Of course the best way to introduce my guest is once again to borrow from a New Yorker profile of this “professor of connection” as it calls him, noting that few cultural critics have a vision as eclectic and intriguing.
Well, The New Yorker profile continues, “Stanley Crouch hardly lacks for venues these days to convey what he variously calls ‘the real deal’ or ‘what’s actually going down’ or ‘how it really is’. Crouch has fashioned for himself a place as one of America’s most outspoken and controversial critics.
And the New Yorker concludes that “after years as an actor, poet, playwright, jazz drummer, professor and essayist, Crouch is a rare figure in a narrowly specialized intellectual world. He’s an independent thinker unconstrained by affiliation with any camp, creed, or organization.”
And therefore, I’ll simply begin our program today by asking my guest, these days, “what’s your beef? What are you complaining about?”
CROUCH: [Laughter] Oh, well I mean as Americans, that’s too long a line for anyone of us to actually be able to answer in a short period of time. But I would say that at this, at this moment I’m most disturbed by the fact that literally thousands of people are murdered n the United States by these marauding street gangs and that neither local nor federal government has stepped down on them the way they should be stepped down on.
HEFFNER: What kind … come on … what are you talking about?
CROUCH: Well, for instance, in Los Angeles … between 19 …

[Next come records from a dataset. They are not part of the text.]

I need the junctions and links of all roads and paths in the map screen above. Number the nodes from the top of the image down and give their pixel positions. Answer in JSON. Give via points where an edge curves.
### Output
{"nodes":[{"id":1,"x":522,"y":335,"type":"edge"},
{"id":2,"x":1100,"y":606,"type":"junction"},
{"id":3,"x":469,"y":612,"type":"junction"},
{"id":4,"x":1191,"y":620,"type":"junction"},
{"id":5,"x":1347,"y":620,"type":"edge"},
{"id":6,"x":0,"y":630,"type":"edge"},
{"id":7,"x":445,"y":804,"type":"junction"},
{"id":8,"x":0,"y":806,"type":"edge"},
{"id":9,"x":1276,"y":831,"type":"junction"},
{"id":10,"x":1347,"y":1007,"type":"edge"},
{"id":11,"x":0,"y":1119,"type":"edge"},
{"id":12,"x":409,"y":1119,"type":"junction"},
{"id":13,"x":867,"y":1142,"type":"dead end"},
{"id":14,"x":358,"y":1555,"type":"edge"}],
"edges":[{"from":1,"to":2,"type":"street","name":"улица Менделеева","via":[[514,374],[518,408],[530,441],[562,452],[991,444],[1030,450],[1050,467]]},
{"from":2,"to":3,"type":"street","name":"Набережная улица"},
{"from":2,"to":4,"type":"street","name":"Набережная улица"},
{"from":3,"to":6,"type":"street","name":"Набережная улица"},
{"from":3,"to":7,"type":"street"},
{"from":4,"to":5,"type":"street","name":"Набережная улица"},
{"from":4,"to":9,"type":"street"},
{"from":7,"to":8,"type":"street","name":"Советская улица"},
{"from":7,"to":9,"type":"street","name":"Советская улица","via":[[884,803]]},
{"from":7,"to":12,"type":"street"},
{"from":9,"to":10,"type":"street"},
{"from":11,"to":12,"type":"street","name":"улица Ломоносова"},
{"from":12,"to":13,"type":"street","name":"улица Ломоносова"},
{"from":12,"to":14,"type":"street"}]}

HEFFNER: Our favorite place.
CROUCH: [Laughter] Yes. My hometown. Since 1980 somewhere between ten and fifteen thousand people have been murdered in what they call gang related violence, or gang related activities. Now these gangs are Black gangs, these gangs are Hispanic or Mexican American gangs and they lord over the poorer sections where Black and Latin people live. And they murder people with a ferocity that would not be allowed if they weren’t either Black or Latin.
So, I’m on a campaign and have been on one for a few years to attempt to get the federal government to declare war on urban terrorism of this sort, that affects so many people who live in these kinds of communities. And it spreads from one coast all the way to the next.
HEFFNER: You haven’t been successful at that?
CROUCH: Not yet.
HEFFNER: What makes you think you’re going to be?
CROUCH: Well the thing is … I don’t think that you always get in a fight trying to figure out if you’re going to win. I think sometimes you have to get in a fight because you know something has to be fought for.
HEFFNER: That’s the definition of Stanley Crouch.
CROUCH: Yes. Maybe.
HEFFNER: But how do you get at this? Seriously, how do get at the urban violence that you’re talking about.
CROUCH: Well, see, the first thing is that the people who are supposedly representing these communities never really speak out seriously against those gangs.
HEFFNER: Afraid?
CROUCH: I think they have a kind of a … I think they have an outdated vision of two victims. The person who gets shot through the head is a victim, and the person who shots the person through the head is also a victim. And that the real villain is something we’ve come to call over the years “the system”.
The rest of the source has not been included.